Los debates institucionales provocan siempre tensiones entre las soluciones de corto y de largo alcance. Pero el juego de la política, abordada con la propiedad que supone salir de los pasillos y las simples componendas, supone administrar esas tensiones en busca de puntos de equilibrio duraderos. Algo está fallando muy seriamente en nuestra manera cotidiana de abordar la política si el apresuramiento por imponer salidas inmediatas a las cosas termina convirtiéndose en principal consejero.
Temo además que el desequilibrio que impone la prisa impregne también nuestro sistema de persecución de delitos. El antecedente que organiza este otro ciclo de nuestra vida institucional ancla sus raíces a principios de julio, cuando fueron difundidas las primeras grabaciones que conocimos de conversaciones entre los miembros de la llamada banda de Los Cuellos Blancos del Puerto. Solo el apresuramiento explica que el señor Chávarry, fiscal de la Nación, haya complicado una escena que podría ser bastante mejor llevada si la legitimidad de su cargo no hubiera terminado puesta en cuestión dentro y fuera del Ministerio Público. Solo el apresuramiento explica que quienes debían cuidar los delicados detalles de la custodia del señor Hinostroza se hayan distraído tanto como para no poder explicar con claridad cómo el personaje más importante en el engranaje de la mafia descubierta terminó saliendo del país por un puesto de vigilancia de frontera 10 días antes de que se hiciera pública su huida, cuando había una cámara que registró la escena con absoluta claridad. Solo el apresuramiento puede explicar por qué llevamos más de 10 días discutiendo si la fiscalía tiene o no derecho a sostener sus pedidos de detención sobre Keiko Fujimori y otros por los casos Odebrecht cuando no tenemos en el horizonte ninguna acusación de este ciclo lista para entrar a juicio. Y solo el apresuramiento explica que estemos enfrascados en este tipo de debates sin siquiera haber cerrado colectivamente las importantes discusiones que tenemos pendientes sobre las condiciones en que deben resolverse los casos difíciles sobre lavado de activos.
Podemos tener la opinión que queramos tener sobre la legitimidad o falta de legitimidad de las prácticas cotidianas y estilos del fujimorismo. Pero en el caso sobre los fondos de campaña del 2011 no se está discutiendo cuestiones relacionadas con nuestras preferencias. Se está discutiendo cómo proceder en esa enorme zona gris que nuestra indebida tolerancia formó con la circulación de fondos en efectivo para el financiamiento de la política. No encuentro honestamente que tenga sentido dar un paso más en la discusión sobre detenciones si no resolvemos claramente esta cuestión. Y es que ella no corresponde a un mero tecnicismo. Corresponde al núcleo moral que sostiene o dejará de sostener este caso y la parte más importante del caso aún pendiente de acusación contra los señores Humala y Heredia.

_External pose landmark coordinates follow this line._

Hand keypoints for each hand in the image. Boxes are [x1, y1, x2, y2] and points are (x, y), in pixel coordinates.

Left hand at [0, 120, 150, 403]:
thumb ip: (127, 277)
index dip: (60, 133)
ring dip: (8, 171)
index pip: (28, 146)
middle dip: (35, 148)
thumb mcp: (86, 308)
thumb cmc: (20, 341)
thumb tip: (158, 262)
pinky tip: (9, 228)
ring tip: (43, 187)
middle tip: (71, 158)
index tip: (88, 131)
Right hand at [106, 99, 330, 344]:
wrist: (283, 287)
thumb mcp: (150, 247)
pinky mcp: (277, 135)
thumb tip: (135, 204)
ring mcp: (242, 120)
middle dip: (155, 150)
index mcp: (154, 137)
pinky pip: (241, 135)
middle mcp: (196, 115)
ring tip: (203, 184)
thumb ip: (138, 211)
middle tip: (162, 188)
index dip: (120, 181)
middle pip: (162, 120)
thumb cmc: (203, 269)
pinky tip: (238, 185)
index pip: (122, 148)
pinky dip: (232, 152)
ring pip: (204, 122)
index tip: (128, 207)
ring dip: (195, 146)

Ya sabemos cómo funcionan las reglas sobre corrupción y lavado en asuntos como el del señor Toledo, cuya extradición sigue pendiente. Ya sabemos cómo tendrán que resolverse casos como los del metro de Lima, aunque aún no tengamos completa la lista de todas las personas que tendrán que ser acusadas. Las cuestiones sobre corrupción en obras y lavado de activos de sobornos recibidos por autoridades tienen reglas claras para ser resueltas, aunque no hayamos resuelto las causas de las demoras que allí tenemos registradas.
¿Pero estamos realmente listos para asumir las discusiones que importa la enorme zona gris del dinero que circuló sin controles en la política? ¿Anticipar el debate sobre detenciones al debate sobre el alcance de las reglas del lavado no forma acaso una nueva versión de este apresuramiento congénito que contamina actualmente nuestro juicio?